### ASSIGNMENT:
All entries are to be returned verbatim.

### PROVIDED MATERIAL:
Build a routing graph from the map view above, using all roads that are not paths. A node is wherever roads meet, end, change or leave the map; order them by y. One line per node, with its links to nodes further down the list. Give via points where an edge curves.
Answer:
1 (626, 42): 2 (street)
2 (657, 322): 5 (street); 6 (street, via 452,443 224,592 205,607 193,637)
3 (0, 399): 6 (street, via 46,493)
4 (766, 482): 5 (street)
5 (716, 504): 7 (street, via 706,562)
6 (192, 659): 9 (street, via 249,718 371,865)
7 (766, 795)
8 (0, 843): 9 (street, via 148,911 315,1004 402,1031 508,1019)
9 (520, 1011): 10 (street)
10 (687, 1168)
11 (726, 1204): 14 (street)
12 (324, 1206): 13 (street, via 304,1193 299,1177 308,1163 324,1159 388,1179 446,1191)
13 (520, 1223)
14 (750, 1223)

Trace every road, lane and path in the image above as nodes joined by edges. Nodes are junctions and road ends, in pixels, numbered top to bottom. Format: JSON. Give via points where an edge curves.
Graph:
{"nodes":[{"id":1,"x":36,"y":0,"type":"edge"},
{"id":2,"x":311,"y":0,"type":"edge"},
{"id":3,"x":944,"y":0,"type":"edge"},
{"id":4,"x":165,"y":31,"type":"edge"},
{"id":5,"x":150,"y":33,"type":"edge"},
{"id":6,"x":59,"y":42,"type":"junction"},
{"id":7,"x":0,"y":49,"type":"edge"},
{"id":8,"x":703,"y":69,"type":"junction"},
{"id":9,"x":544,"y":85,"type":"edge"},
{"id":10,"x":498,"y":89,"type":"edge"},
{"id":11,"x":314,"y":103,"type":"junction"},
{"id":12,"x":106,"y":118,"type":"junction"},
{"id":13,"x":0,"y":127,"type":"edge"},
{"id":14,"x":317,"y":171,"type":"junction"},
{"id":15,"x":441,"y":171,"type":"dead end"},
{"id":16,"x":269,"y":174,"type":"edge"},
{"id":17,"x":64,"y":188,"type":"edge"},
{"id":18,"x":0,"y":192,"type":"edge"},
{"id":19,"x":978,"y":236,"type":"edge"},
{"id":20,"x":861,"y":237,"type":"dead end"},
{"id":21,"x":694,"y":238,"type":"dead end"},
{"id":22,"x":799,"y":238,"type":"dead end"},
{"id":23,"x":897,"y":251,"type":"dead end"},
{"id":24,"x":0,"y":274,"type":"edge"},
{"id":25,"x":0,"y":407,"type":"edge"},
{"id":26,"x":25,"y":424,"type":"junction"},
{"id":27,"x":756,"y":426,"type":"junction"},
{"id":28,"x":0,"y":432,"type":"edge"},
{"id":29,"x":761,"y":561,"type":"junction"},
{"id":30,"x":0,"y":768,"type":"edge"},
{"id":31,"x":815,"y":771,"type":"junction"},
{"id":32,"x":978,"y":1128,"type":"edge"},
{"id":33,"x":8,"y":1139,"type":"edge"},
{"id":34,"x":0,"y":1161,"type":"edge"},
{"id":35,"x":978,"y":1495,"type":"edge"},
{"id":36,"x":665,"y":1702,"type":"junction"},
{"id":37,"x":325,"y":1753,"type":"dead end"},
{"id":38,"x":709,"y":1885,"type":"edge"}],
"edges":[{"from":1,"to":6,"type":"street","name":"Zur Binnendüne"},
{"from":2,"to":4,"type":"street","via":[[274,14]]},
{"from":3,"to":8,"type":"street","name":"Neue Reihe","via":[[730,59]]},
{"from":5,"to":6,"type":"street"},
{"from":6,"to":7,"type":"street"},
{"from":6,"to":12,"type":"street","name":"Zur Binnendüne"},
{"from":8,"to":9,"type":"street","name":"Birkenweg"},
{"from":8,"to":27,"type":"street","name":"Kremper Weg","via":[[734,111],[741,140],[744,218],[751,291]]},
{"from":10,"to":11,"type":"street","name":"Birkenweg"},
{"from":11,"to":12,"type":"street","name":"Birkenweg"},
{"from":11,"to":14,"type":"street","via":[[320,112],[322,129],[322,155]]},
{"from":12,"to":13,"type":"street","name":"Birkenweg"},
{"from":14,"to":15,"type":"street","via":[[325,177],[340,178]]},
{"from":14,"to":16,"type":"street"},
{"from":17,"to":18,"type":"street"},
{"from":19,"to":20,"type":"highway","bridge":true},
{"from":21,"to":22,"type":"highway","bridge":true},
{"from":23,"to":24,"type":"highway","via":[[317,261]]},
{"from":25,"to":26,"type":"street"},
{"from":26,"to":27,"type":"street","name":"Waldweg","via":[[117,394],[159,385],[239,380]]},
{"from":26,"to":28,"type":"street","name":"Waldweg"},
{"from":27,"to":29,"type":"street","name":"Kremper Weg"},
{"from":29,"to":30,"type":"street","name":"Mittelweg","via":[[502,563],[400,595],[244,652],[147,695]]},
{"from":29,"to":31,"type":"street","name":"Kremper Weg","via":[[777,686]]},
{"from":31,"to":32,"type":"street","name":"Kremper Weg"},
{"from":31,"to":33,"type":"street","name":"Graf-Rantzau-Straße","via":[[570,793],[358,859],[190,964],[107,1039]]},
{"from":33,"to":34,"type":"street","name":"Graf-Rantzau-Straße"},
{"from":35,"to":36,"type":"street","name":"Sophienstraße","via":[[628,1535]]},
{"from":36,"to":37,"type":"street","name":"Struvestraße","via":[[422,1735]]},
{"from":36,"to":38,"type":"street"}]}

### REPLY TO THE EXERCISE:
Build a routing graph from the map view above, using all roads that are not paths. A node is wherever roads meet, end, change or leave the map; order them by y. One line per node, with its links to nodes further down the list. Give via points where an edge curves.
Answer:
1 (626, 42): 2 (street)
2 (657, 322): 5 (street); 6 (street, via 452,443 224,592 205,607 193,637)
3 (0, 399): 6 (street, via 46,493)
4 (766, 482): 5 (street)
5 (716, 504): 7 (street, via 706,562)
6 (192, 659): 9 (street, via 249,718 371,865)
7 (766, 795)
8 (0, 843): 9 (street, via 148,911 315,1004 402,1031 508,1019)
9 (520, 1011): 10 (street)
10 (687, 1168)
11 (726, 1204): 14 (street)
12 (324, 1206): 13 (street, via 304,1193 299,1177 308,1163 324,1159 388,1179 446,1191)
13 (520, 1223)
14 (750, 1223)

Trace every road, lane and path in the image above as nodes joined by edges. Nodes are junctions and road ends, in pixels, numbered top to bottom. Format: JSON. Give via points where an edge curves.
Graph:
{"nodes":[{"id":1,"x":36,"y":0,"type":"edge"},
{"id":2,"x":311,"y":0,"type":"edge"},
{"id":3,"x":944,"y":0,"type":"edge"},
{"id":4,"x":165,"y":31,"type":"edge"},
{"id":5,"x":150,"y":33,"type":"edge"},
{"id":6,"x":59,"y":42,"type":"junction"},
{"id":7,"x":0,"y":49,"type":"edge"},
{"id":8,"x":703,"y":69,"type":"junction"},
{"id":9,"x":544,"y":85,"type":"edge"},
{"id":10,"x":498,"y":89,"type":"edge"},
{"id":11,"x":314,"y":103,"type":"junction"},
{"id":12,"x":106,"y":118,"type":"junction"},
{"id":13,"x":0,"y":127,"type":"edge"},
{"id":14,"x":317,"y":171,"type":"junction"},
{"id":15,"x":441,"y":171,"type":"dead end"},
{"id":16,"x":269,"y":174,"type":"edge"},
{"id":17,"x":64,"y":188,"type":"edge"},
{"id":18,"x":0,"y":192,"type":"edge"},
{"id":19,"x":978,"y":236,"type":"edge"},
{"id":20,"x":861,"y":237,"type":"dead end"},
{"id":21,"x":694,"y":238,"type":"dead end"},
{"id":22,"x":799,"y":238,"type":"dead end"},
{"id":23,"x":897,"y":251,"type":"dead end"},
{"id":24,"x":0,"y":274,"type":"edge"},
{"id":25,"x":0,"y":407,"type":"edge"},
{"id":26,"x":25,"y":424,"type":"junction"},
{"id":27,"x":756,"y":426,"type":"junction"},
{"id":28,"x":0,"y":432,"type":"edge"},
{"id":29,"x":761,"y":561,"type":"junction"},
{"id":30,"x":0,"y":768,"type":"edge"},
{"id":31,"x":815,"y":771,"type":"junction"},
{"id":32,"x":978,"y":1128,"type":"edge"},
{"id":33,"x":8,"y":1139,"type":"edge"},
{"id":34,"x":0,"y":1161,"type":"edge"},
{"id":35,"x":978,"y":1495,"type":"edge"},
{"id":36,"x":665,"y":1702,"type":"junction"},
{"id":37,"x":325,"y":1753,"type":"dead end"},
{"id":38,"x":709,"y":1885,"type":"edge"}],
"edges":[{"from":1,"to":6,"type":"street","name":"Zur Binnendüne"},
{"from":2,"to":4,"type":"street","via":[[274,14]]},
{"from":3,"to":8,"type":"street","name":"Neue Reihe","via":[[730,59]]},
{"from":5,"to":6,"type":"street"},
{"from":6,"to":7,"type":"street"},
{"from":6,"to":12,"type":"street","name":"Zur Binnendüne"},
{"from":8,"to":9,"type":"street","name":"Birkenweg"},
{"from":8,"to":27,"type":"street","name":"Kremper Weg","via":[[734,111],[741,140],[744,218],[751,291]]},
{"from":10,"to":11,"type":"street","name":"Birkenweg"},
{"from":11,"to":12,"type":"street","name":"Birkenweg"},
{"from":11,"to":14,"type":"street","via":[[320,112],[322,129],[322,155]]},
{"from":12,"to":13,"type":"street","name":"Birkenweg"},
{"from":14,"to":15,"type":"street","via":[[325,177],[340,178]]},
{"from":14,"to":16,"type":"street"},
{"from":17,"to":18,"type":"street"},
{"from":19,"to":20,"type":"highway","bridge":true},
{"from":21,"to":22,"type":"highway","bridge":true},
{"from":23,"to":24,"type":"highway","via":[[317,261]]},
{"from":25,"to":26,"type":"street"},
{"from":26,"to":27,"type":"street","name":"Waldweg","via":[[117,394],[159,385],[239,380]]},
{"from":26,"to":28,"type":"street","name":"Waldweg"},
{"from":27,"to":29,"type":"street","name":"Kremper Weg"},
{"from":29,"to":30,"type":"street","name":"Mittelweg","via":[[502,563],[400,595],[244,652],[147,695]]},
{"from":29,"to":31,"type":"street","name":"Kremper Weg","via":[[777,686]]},
{"from":31,"to":32,"type":"street","name":"Kremper Weg"},
{"from":31,"to":33,"type":"street","name":"Graf-Rantzau-Straße","via":[[570,793],[358,859],[190,964],[107,1039]]},
{"from":33,"to":34,"type":"street","name":"Graf-Rantzau-Straße"},
{"from":35,"to":36,"type":"street","name":"Sophienstraße","via":[[628,1535]]},
{"from":36,"to":37,"type":"street","name":"Struvestraße","via":[[422,1735]]},
{"from":36,"to":38,"type":"street"}]}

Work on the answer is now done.